A. Assessing a postoperative client's surgical incision for signs of infection
B. Measuring and recording intake and output for a client with a Foley catheter
[CORRECT]
C. Teaching a client how to use an incentive spirometer
D. Evaluating a client's response to pain medication
Rationale: UAP scope includes routine data collection such as measuring I&O;
assessment, teaching, and evaluation remain RN responsibilities. Options A, C, and D
all require nursing judgment and are outside UAP scope.
Correct Answer: B
Q5. A client with end-stage renal disease has an advance directive stating "do not
resuscitate" (DNR). The client's adult child, who is the healthcare proxy, demands full
resuscitation measures. What is the nurse's priority action?

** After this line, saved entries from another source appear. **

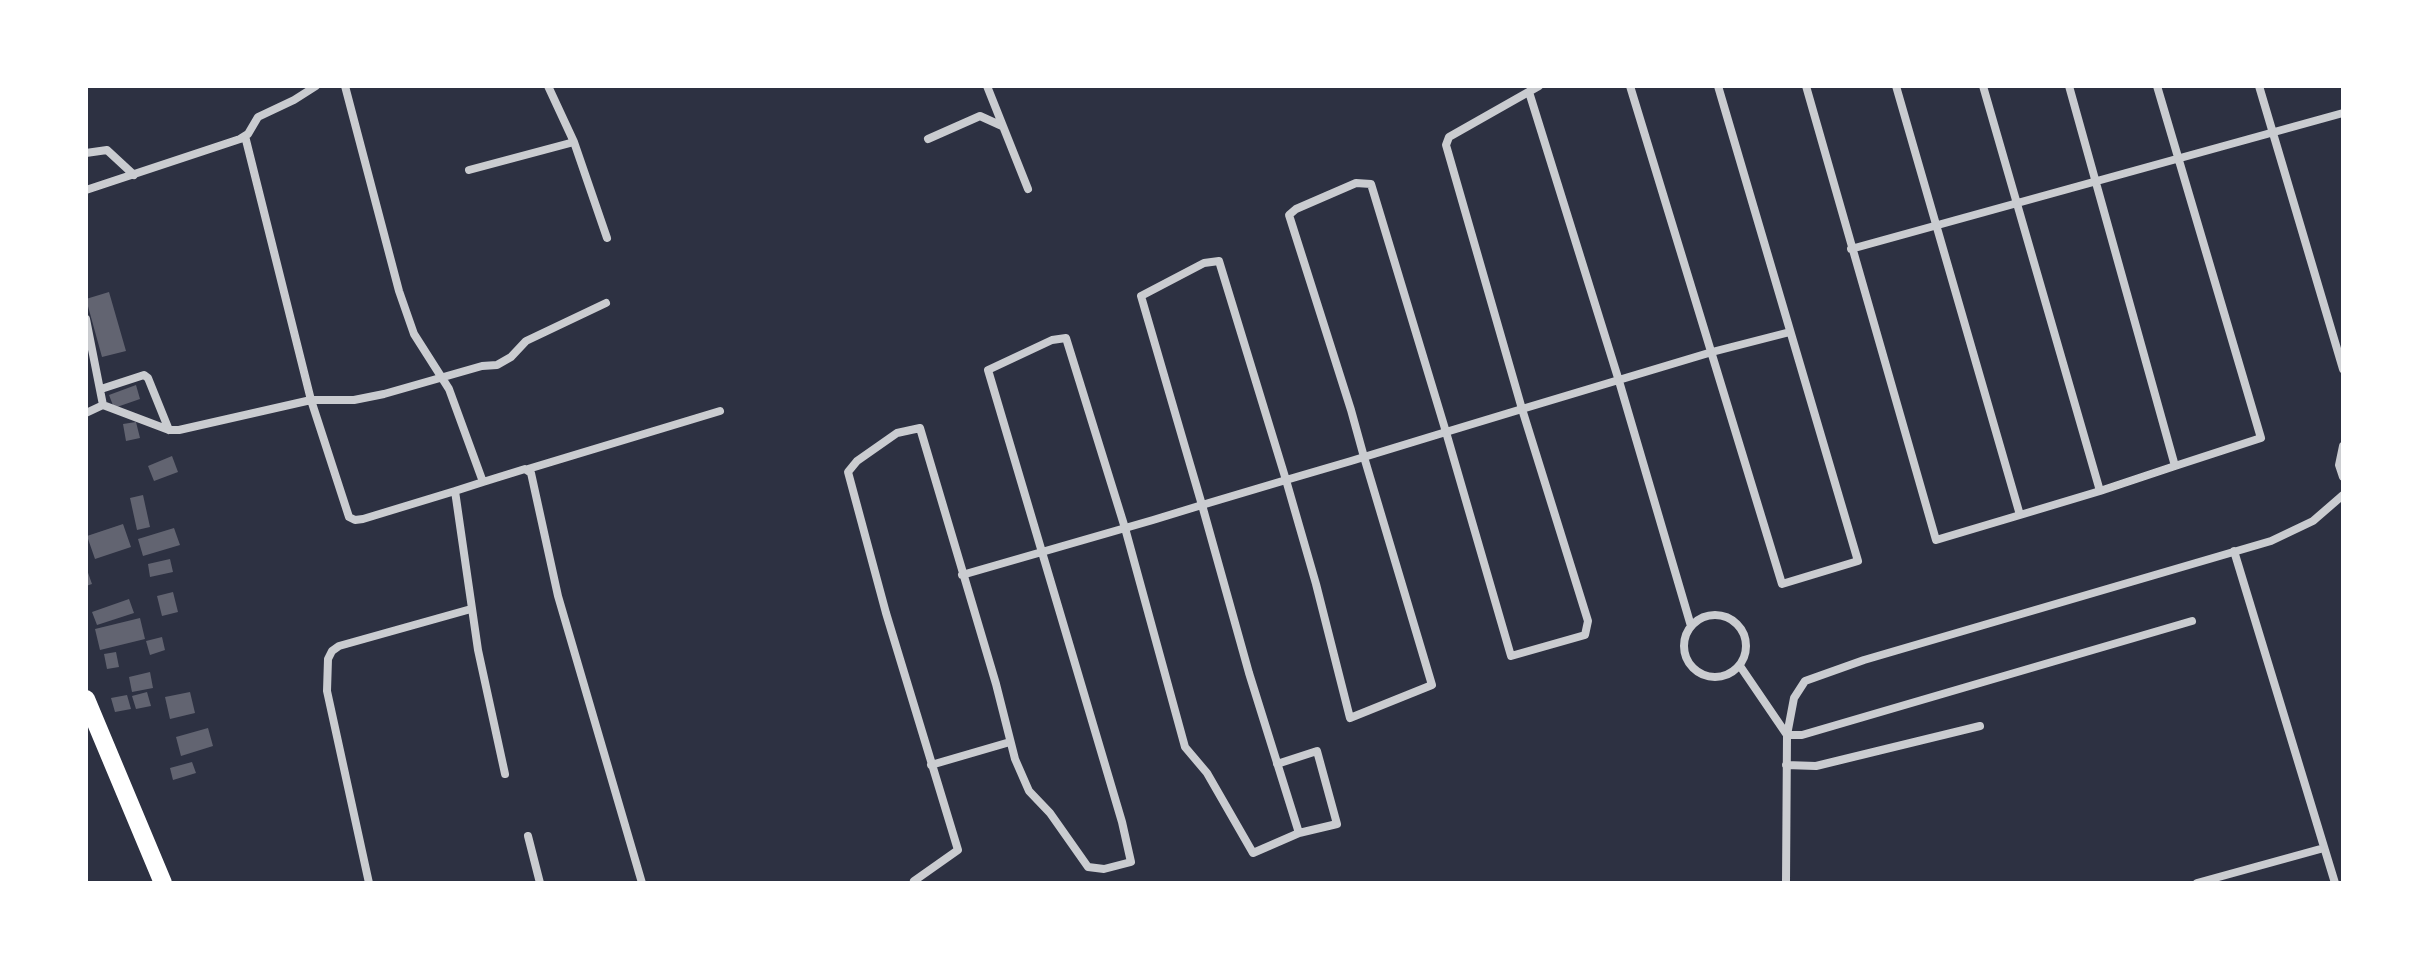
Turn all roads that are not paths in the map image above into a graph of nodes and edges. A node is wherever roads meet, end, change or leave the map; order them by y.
1 (316, 86) edge
2 (345, 86) edge
3 (548, 86) edge
4 (987, 86) edge
5 (1539, 86) edge
6 (1630, 86) edge
7 (1718, 86) edge
8 (1806, 86) edge
9 (1896, 86) edge
10 (1983, 86) edge
11 (2069, 86) edge
12 (2157, 86) edge
13 (2259, 86) edge
14 (1529, 92) junction
15 (2343, 113) edge
16 (1002, 126) junction
17 (2272, 132) junction
18 (245, 136) junction
19 (928, 139) dead end
20 (574, 142) junction
21 (86, 153) edge
22 (2177, 159) junction
23 (469, 170) dead end
24 (134, 175) junction
25 (2096, 181) junction
26 (1028, 189) dead end
27 (86, 190) edge
28 (2016, 203) junction
29 (1936, 225) junction
30 (607, 238) dead end
31 (1851, 249) junction
32 (606, 303) dead end
33 (86, 319) edge
34 (1790, 332) junction
35 (1712, 352) junction
36 (2343, 369) edge
37 (442, 377) junction
38 (1619, 381) junction
39 (101, 389) junction
40 (311, 400) junction
41 (103, 405) junction
42 (1522, 409) junction
43 (720, 411) dead end
44 (86, 413) edge
45 (169, 430) junction
46 (1446, 432) junction
47 (2343, 446) edge
48 (1364, 457) junction
49 (2175, 466) junction
50 (528, 469) junction
51 (2343, 477) edge
52 (1286, 480) junction
53 (483, 482) junction
54 (455, 491) junction
55 (2100, 491) junction
56 (2343, 495) edge
57 (1202, 505) junction
58 (2020, 515) junction
59 (1125, 528) junction
60 (2234, 551) junction
61 (1043, 552) junction
62 (962, 575) junction
63 (471, 609) junction
64 (2192, 621) dead end
65 (1691, 626) junction
66 (1740, 666) junction
67 (86, 699) edge
68 (1980, 726) dead end
69 (1787, 735) junction
70 (1010, 742) junction
71 (1277, 764) junction
72 (931, 765) junction
73 (1786, 765) junction
74 (505, 774) dead end
75 (1299, 833) junction
76 (528, 836) dead end
77 (2324, 848) junction
78 (914, 881) dead end
79 (163, 883) edge
80 (369, 883) edge
81 (540, 883) edge
82 (642, 883) edge
83 (1786, 883) edge
84 (2197, 883) edge
85 (2335, 883) edge

1 - 18 street
2 - 37 street
3 - 20 street
4 - 16 street
5 - 14 street
6 - 35 street
7 - 34 street
8 - 31 street
9 - 29 street
10 - 28 street
11 - 25 street
12 - 22 street
13 - 17 street
14 - 38 street
14 - 42 street
15 - 17 street
16 - 19 street
16 - 26 street
17 - 22 street
17 - 36 street
18 - 24 street
18 - 40 street
20 - 23 street
20 - 30 street
21 - 24 street
22 - 25 street
22 - 49 street
24 - 27 street
25 - 28 street
25 - 49 street
28 - 29 street
28 - 55 street
29 - 31 street
29 - 58 street
31 - 58 street
32 - 37 street
33 - 39 street
34 - 35 street
34 - 35 street
35 - 38 street
37 - 40 street
37 - 53 street
38 - 42 street
38 - 65 street
39 - 41 street
39 - 45 street
40 - 45 street
40 - 54 street
41 - 44 street
41 - 45 street
42 - 46 street
42 - 46 street
43 - 50 street
46 - 48 street
46 - 48 street
47 - 51 street
48 - 52 street
48 - 52 street
49 - 55 street
50 - 53 street
50 - 82 street
52 - 57 street
52 - 57 street
53 - 54 street
54 - 63 street
55 - 58 street
56 - 60 street
57 - 59 street
57 - 71 street
59 - 61 street
59 - 61 street
59 - 75 street
60 - 69 street
60 - 77 street
61 - 62 street
61 - 70 street
62 - 70 street
62 - 72 street
63 - 74 street
63 - 80 street
64 - 69 street
65 - 66 street
65 - 66 street
66 - 69 street
67 - 79 highway
68 - 73 street
69 - 73 street
70 - 72 street
71 - 75 street
71 - 75 street
72 - 78 street
73 - 83 street
76 - 81 street
77 - 84 street
77 - 85 street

A. Initiate resuscitation as requested by the healthcare proxy
B. Review the advance directive with the healthcare proxy and contact the ethics
committee if conflict persists [CORRECT]
C. Ignore the advance directive and follow the child's wishes
D. Call the attending physician to override the advance directive
Rationale: When a proxy's instructions conflict with the advance directive,
clarification and ethics consultation are needed; the documented advance directive
generally guides care unless revoked. Option A may violate the client's documented
wishes. Option C is illegal. Option D improperly delegates decision-making.
Correct Answer: B
, Q6. A nurse is using the ABC priority framework for a client who presents with
shortness of breath, chest pain, and anxiety. Which intervention is the priority?
A. Administering anxiolytic medication for anxiety
B. Assessing airway patency and oxygen saturation [CORRECT]
C. Obtaining a 12-lead ECG
D. Inserting an IV line
Rationale: ABC framework prioritizes airway and breathing first; oxygenation
assessment is the priority before other interventions. Options A, C, and D are
important but secondary to ensuring adequate oxygenation.
Correct Answer: B
Q7. A nurse is supervising a newly licensed nurse who is performing a sterile dressing
change. The new nurse contaminates the sterile field by touching it with ungloved
hands. What is the appropriate action by the supervising nurse?
A. Allow the new nurse to continue and document the incident
B. Stop the procedure, have the new nurse set up a new sterile field, and use it as a
teaching moment [CORRECT]
C. Complete the dressing change herself and counsel the new nurse later
D. Report the new nurse to the nurse manager for disciplinary action
Rationale: Patient safety requires immediate correction; stopping the procedure and
re-establishing sterility while teaching is the appropriate supervisory response.
Option A compromises patient safety. Option C misses the immediate teaching
opportunity. Option D is excessive for a learning error.